For the first time Jasper felt something that was akin to fear. It was a vast uneasiness; a primitive, physical distrust of his surroundings. The wood threw deep shadows, and the shadows lay across his confidence. Was he trusting De Rothan too much by meeting him alone in the middle of this wood? The man might have been warned, and be tempted by his own danger. Their meeting was avowedly for polite and gentlemanly murder, but it was possible that De Rothan might put his honour in his pocket and pull the trigger of his pistol ten seconds too soon. Jasper shivered with a kind of chilly alertness. He found himself favouring swords rather than pistols. There was less chance of trickery with cold steel.
He was not sorry when he came to the clearing in the centre of Darvel's Wood. A horse tied to a tree, and a tall figure walking up and down in the sunlight gave him something real to look at. De Rothan was waiting for him, and he was alone.

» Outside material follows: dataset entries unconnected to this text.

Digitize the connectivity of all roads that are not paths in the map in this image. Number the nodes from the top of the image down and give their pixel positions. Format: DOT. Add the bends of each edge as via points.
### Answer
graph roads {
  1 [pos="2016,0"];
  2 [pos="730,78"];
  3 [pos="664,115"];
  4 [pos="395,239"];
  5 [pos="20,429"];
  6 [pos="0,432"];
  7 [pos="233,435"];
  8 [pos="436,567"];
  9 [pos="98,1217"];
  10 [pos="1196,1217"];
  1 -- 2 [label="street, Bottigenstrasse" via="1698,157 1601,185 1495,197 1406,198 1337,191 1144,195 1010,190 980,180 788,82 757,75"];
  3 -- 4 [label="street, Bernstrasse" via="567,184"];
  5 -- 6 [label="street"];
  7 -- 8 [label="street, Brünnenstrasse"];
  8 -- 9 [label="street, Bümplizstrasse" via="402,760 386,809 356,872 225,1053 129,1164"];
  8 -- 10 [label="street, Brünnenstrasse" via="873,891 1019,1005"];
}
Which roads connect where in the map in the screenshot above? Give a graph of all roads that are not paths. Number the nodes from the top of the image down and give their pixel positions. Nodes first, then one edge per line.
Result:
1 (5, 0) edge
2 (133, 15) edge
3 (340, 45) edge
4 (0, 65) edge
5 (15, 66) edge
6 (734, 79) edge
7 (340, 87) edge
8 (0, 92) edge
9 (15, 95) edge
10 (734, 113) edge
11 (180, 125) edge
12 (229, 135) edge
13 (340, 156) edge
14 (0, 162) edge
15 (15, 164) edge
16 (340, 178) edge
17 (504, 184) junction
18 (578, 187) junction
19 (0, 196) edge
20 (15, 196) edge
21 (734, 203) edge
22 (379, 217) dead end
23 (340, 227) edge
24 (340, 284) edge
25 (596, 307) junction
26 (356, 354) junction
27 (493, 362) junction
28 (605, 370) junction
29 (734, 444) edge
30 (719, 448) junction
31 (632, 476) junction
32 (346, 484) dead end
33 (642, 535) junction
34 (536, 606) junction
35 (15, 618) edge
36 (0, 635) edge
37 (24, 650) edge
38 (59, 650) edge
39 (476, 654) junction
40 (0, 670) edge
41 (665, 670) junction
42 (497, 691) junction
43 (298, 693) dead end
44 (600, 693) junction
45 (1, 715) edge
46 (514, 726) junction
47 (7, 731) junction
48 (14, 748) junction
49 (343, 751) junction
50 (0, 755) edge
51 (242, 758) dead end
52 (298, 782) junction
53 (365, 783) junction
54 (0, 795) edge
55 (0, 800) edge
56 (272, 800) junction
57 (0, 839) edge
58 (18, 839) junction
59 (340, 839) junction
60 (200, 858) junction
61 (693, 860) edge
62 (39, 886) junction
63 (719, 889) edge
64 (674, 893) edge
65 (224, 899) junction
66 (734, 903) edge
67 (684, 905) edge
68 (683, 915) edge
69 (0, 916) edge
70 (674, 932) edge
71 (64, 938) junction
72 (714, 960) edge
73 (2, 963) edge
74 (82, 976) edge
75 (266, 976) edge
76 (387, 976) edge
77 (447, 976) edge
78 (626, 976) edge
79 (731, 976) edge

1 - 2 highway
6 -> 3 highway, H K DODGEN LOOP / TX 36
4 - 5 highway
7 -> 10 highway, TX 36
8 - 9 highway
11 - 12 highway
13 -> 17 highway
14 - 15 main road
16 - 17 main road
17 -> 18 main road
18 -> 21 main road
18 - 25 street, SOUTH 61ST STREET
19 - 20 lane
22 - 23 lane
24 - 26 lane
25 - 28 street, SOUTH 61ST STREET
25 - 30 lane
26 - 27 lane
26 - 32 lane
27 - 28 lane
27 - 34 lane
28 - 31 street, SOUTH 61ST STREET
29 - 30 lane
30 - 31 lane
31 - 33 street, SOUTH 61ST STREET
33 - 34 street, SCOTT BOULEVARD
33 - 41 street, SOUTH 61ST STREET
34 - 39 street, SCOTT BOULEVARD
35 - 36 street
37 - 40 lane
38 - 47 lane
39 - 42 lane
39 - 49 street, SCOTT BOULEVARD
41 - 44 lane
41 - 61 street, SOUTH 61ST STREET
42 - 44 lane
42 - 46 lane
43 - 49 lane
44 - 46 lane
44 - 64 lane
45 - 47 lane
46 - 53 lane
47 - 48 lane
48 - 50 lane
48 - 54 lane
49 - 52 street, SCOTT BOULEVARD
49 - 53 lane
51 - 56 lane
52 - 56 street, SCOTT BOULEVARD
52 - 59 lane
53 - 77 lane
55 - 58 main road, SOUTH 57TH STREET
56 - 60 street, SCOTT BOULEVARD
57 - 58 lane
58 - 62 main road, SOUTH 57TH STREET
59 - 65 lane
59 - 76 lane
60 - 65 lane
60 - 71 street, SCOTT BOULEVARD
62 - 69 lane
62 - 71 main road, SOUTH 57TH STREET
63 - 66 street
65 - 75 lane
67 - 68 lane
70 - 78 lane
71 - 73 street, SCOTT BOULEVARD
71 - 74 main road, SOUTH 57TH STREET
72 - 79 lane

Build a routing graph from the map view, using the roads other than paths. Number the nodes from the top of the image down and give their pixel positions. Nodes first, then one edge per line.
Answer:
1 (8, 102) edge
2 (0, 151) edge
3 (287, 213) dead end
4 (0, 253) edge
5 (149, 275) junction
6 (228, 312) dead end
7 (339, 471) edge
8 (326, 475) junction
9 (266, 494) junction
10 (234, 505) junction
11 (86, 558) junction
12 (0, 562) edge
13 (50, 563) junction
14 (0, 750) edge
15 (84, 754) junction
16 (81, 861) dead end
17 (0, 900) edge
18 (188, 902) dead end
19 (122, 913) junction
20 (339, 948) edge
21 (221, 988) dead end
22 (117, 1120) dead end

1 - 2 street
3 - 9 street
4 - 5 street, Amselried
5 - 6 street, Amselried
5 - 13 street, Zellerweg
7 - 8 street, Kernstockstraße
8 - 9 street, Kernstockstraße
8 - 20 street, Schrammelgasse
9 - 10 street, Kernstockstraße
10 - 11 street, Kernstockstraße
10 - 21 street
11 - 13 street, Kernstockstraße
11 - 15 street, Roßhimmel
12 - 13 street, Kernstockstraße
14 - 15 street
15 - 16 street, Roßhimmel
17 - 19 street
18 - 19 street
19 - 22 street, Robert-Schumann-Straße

The clearing had been used by charcoal-burners years ago, and it was marked in the centre by a circle of sleek and vivid grass that did not look unlike a great fairy-ring. Half of the clearing lay in shadow, the other half in sunlight. The boles of the oak-trees rose like grey-green pillars round it, curtained in between by the foliage of the hazels.
De Rothan swept off his hat and bowed. His grandiose courtesy made Jasper keep a keener eye on him, for he would not have trusted this child of St. Patrick and St. Louis behind his back. A case of pistols and a sword lay on a black cloak at the foot of a tree.
"The very best health to you, Mr. Benham."